Recently, my husband, Payson, found a photo of me in my early fifties. I am sleeping, my hair spread halo-like on the pillow, the top half grey, the bottom a dyed black, my two stuffed toys, Bhalli and Bandar Jee tucked under each arm. I had bought them after the suicide of my then husband, Donald. My sorrow drove me once again into the arms of Mother Imagination and the magic of childhood. My inanimate friends comforted me deeply; I had someone in bed to snuggle with during the dark of my nights.

I gave Bhalli and Bandar Jee away somewhere along the way; they had become moldy and made me sneeze. But they exist as much in my consciousness, heart and soul as my dead parents with whom my relationship continues, like an invisible thread into eternity. Quantum physics’ principle of inseparability, where two particles who have interacted continue to affect each other over immense distances and times, applies, I believe, to our relationships and connections as well.

I am 70 now. I have a loving husband again. But we want love from many sources. I crave it most of all from pets, animals, children. They connect me and other multitudes to the vaster life of which we are miniscule parts. But we don’t have any pets because we live in India for half the year every year, and have been commuting thus for sixteen years.

Age sifts us down to the essentials, and love of all kinds becomes the very essence of existence. Love, if we actively pursue it, can be learned and received in many ways from many sources. The other day, at the very pinnacle of longing for a pet, I bought Noodle, a stuffed dog, for $19.99, and a few days later, Bongo, a tiny bear for $4.99. I brought them home, put them on and in my bed. The first night I brought Noodle home and cuddled him near my heart, he sprang alive in a dream, a tan colored dog, lovely and alive, sitting majestically on a branch in a jungle. Noodle and Bongo live in the dimension of dream where neither time nor space exists, where things are not confined to our classifications, like animate and inanimate.

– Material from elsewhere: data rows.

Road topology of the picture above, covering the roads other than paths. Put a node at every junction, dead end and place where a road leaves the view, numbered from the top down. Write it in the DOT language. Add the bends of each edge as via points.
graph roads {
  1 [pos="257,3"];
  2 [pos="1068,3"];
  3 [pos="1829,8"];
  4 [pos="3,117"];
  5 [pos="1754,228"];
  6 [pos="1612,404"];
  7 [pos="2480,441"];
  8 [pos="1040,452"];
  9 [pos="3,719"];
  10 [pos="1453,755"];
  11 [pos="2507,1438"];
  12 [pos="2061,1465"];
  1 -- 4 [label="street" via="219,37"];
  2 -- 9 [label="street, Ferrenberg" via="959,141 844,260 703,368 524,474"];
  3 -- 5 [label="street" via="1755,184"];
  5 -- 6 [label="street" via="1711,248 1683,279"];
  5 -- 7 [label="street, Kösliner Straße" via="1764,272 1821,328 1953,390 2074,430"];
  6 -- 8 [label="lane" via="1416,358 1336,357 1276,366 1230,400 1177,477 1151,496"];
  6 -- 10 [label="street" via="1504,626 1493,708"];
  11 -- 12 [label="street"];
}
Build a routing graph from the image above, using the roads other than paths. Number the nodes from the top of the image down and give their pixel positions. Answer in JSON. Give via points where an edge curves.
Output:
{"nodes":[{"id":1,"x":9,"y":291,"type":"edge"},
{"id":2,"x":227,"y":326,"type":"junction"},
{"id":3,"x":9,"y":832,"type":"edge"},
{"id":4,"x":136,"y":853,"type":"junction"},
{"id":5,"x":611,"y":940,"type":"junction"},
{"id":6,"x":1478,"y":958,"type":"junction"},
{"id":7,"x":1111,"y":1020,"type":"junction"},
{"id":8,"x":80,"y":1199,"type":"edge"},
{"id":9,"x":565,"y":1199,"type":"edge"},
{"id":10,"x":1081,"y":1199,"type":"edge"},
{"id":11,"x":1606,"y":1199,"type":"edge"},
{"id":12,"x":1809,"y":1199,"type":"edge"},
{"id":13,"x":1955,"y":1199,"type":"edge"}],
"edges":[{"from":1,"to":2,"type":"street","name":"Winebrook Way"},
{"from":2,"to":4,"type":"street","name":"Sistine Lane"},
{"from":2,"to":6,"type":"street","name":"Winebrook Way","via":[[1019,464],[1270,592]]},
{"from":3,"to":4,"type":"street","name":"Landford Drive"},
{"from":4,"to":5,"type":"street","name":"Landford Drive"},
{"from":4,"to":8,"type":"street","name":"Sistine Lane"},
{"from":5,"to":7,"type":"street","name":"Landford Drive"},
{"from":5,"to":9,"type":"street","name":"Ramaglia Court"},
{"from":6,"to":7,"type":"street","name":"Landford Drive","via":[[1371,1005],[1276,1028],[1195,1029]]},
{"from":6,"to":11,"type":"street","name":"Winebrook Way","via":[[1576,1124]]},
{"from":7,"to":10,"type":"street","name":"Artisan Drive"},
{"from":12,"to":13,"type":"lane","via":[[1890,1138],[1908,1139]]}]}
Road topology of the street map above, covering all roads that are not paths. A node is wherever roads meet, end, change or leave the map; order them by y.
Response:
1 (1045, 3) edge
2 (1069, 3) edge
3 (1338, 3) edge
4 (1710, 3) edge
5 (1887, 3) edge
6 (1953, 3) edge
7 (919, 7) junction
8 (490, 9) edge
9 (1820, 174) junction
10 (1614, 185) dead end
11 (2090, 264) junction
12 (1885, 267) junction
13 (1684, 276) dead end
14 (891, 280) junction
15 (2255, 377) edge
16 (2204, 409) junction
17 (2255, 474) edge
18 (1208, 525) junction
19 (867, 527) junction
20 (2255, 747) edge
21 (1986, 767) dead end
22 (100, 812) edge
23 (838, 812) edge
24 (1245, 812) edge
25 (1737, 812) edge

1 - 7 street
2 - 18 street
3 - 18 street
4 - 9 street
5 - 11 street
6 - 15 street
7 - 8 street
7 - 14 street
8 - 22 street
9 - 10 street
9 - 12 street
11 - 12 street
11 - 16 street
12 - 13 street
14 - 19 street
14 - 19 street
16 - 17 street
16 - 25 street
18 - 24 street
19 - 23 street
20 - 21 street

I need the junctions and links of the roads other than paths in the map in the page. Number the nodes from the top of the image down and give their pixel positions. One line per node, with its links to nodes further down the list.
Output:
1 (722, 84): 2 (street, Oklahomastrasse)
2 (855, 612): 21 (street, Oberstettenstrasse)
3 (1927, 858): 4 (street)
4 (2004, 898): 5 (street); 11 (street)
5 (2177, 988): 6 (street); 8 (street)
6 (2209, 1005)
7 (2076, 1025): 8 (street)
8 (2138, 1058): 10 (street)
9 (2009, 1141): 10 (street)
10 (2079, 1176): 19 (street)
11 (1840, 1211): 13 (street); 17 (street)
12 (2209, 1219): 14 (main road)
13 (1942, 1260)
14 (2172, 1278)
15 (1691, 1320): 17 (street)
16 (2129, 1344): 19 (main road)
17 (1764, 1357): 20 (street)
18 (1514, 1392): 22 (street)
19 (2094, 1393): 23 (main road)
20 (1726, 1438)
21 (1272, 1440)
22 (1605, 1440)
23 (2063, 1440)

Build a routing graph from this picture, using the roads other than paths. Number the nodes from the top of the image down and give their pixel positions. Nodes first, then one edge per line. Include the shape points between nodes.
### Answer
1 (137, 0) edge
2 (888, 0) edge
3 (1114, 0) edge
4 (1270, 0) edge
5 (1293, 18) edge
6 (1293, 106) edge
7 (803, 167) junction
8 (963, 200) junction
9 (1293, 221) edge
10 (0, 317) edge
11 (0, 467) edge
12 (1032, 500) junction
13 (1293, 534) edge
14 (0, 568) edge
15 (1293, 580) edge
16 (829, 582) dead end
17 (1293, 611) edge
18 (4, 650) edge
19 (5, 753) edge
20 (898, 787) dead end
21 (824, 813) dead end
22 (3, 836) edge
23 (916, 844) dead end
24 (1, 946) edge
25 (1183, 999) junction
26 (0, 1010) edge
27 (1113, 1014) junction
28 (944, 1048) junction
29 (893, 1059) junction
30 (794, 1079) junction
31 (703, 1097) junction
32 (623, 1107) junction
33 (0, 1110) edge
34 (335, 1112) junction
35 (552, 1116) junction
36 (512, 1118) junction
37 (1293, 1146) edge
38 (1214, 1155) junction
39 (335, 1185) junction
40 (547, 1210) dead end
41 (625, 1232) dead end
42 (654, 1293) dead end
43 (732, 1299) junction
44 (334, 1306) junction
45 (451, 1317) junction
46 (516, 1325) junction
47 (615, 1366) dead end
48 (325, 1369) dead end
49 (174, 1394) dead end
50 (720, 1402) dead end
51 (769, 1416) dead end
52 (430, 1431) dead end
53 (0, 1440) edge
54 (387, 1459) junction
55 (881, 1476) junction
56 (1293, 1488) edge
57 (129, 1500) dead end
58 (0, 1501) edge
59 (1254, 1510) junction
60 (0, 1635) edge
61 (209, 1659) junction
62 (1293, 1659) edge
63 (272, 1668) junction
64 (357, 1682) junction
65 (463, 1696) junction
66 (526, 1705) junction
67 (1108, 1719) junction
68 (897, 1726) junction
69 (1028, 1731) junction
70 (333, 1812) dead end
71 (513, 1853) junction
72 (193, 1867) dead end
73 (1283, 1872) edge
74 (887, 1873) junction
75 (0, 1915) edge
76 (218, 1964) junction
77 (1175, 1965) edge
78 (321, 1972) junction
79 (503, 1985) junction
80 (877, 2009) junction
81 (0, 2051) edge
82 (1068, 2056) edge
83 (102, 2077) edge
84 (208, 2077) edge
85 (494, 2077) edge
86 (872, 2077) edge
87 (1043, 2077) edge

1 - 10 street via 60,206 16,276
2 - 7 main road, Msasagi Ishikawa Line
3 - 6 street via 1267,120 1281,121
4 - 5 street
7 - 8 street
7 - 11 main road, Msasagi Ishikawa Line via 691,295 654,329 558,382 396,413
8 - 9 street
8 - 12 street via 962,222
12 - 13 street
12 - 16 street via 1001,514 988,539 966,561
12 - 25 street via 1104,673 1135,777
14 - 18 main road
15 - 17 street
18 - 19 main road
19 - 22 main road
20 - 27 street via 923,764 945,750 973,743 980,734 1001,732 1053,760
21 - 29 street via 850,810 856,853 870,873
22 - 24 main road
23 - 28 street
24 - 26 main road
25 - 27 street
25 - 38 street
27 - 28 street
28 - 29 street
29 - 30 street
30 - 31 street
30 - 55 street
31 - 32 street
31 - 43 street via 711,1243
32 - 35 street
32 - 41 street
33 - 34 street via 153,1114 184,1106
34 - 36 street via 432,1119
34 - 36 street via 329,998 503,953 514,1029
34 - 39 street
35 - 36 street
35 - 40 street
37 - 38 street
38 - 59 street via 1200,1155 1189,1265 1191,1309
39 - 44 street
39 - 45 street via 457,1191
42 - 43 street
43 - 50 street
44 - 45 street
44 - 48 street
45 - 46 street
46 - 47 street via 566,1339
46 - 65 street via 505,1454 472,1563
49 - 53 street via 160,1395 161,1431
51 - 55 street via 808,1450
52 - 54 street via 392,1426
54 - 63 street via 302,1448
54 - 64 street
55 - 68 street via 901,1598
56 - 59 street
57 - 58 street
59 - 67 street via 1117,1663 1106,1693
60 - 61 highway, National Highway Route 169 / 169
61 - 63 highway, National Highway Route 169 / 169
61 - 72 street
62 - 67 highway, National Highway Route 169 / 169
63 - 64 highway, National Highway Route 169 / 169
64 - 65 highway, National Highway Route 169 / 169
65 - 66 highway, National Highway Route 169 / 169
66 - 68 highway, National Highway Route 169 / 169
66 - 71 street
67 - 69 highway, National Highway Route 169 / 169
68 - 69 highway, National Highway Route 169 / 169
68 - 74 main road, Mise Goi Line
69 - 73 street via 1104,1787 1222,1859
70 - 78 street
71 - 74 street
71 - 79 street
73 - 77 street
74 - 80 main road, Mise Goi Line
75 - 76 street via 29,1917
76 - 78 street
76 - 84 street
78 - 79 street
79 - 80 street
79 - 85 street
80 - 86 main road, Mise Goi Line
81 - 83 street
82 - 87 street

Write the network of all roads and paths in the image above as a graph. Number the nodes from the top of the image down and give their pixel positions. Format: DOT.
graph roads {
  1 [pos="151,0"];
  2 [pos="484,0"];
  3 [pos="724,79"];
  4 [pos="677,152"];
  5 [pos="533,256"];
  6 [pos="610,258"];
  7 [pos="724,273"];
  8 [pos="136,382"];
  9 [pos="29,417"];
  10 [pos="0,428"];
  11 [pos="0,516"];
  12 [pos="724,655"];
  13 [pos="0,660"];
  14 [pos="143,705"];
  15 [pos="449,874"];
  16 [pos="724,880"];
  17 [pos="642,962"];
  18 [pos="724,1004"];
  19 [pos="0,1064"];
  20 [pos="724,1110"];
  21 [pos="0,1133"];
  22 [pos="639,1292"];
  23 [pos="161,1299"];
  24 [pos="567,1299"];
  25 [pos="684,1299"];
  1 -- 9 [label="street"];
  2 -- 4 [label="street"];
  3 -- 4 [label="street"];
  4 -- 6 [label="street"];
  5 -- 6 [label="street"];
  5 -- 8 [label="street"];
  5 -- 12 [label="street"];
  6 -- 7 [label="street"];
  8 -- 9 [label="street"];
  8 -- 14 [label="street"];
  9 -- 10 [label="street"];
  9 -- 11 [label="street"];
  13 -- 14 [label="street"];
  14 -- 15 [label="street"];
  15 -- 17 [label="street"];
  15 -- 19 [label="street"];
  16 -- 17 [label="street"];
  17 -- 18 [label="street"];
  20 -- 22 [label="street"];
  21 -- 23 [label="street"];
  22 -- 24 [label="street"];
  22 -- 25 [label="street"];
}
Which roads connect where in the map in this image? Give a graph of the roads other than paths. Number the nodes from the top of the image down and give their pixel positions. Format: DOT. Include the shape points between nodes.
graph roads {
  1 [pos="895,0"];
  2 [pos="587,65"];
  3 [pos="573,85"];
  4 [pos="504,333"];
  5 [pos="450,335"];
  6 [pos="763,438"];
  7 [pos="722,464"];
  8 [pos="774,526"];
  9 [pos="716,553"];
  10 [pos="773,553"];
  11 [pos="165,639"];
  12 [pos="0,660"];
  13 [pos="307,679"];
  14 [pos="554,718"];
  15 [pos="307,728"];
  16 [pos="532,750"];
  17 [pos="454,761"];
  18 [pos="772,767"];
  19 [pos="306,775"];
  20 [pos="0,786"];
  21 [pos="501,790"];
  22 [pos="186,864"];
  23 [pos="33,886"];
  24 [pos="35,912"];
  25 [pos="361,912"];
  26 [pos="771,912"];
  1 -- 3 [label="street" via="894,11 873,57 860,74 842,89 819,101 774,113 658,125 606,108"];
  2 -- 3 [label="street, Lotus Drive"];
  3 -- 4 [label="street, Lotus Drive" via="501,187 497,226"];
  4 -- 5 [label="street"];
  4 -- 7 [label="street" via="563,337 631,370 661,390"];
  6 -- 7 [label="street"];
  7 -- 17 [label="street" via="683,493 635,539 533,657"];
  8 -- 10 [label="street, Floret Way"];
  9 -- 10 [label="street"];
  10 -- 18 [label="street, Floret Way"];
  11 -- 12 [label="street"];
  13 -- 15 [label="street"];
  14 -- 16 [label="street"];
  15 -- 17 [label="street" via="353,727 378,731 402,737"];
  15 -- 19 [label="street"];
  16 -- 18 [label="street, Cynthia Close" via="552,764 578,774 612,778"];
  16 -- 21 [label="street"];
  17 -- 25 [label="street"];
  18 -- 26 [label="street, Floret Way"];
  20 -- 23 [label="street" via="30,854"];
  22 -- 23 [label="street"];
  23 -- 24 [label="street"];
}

We err in pitting reason and the ‘real,’ against the imagination. The perspectives that imagination allows us are an inherent, inalienable part of our realities. Einstein knew it and gave precedence to the Imagination above knowledge. William Wordsworth calls it “reason in her most exalted mood.” The scientifically minded may say God is a product of our imagination, but they would have gotten it backwards. We are the products of God’s Imagination.

In Indian mythology, Vishnu sleeps on the Cosmic Ocean and his dream is the world. In life’s journey, the Creative Imagination is our greatest ally. We have a devilish, destructive imagination, too, the one that takes us on bad trips that don’t feel quite so good. Discriminating between imagination that needs to be tamed and the one to be developed is a necessary learning process.

The imagination of children, the healthy kind, the kind that makes us feel good and helps us to adapt to and love the life we have been given,

must be maintained through adulthood because it has survival value. In the light of the dark of night, Noodle and Bongo’s presence and support is palpable. In times of crises and isolation, I have conjured up my own worlds, and lived a real life in them, as real as anything will ever be.

Niels Bohr, the quantum physicist affirms that though the world of the senses is real enough, it floats on a world that is not as real as we think. Most of the volume of an atom is empty space. The American theoretical physicist, John Wheeler, who coined words such as ‘black hole,’ ‘worm hole,’ said, “There may be no such thing as ‘the glittering central mechanism of the universe to be seen behind a glass wall at the end of the trail. Not machinery but magic may be a better description of the treasure that is waiting.”

There is a dynamic relationship between our imaginations and our lives.

Imagination’s power and magic allows us to connect to everything in life, be it animate or inanimate, visible or invisible. We are never alone if we have the companionship of our imagination. Through the eyes of our imaginations we comprehend the truth that the universe is essentially non-local, reciprocal and self-generating. Rumi says we create our reality by looking at it from a healthy or a sick perspective. By having something to love, I am saved. Giving love, even to Noodle and Bongo, these non-breathing beings, is the same as getting it.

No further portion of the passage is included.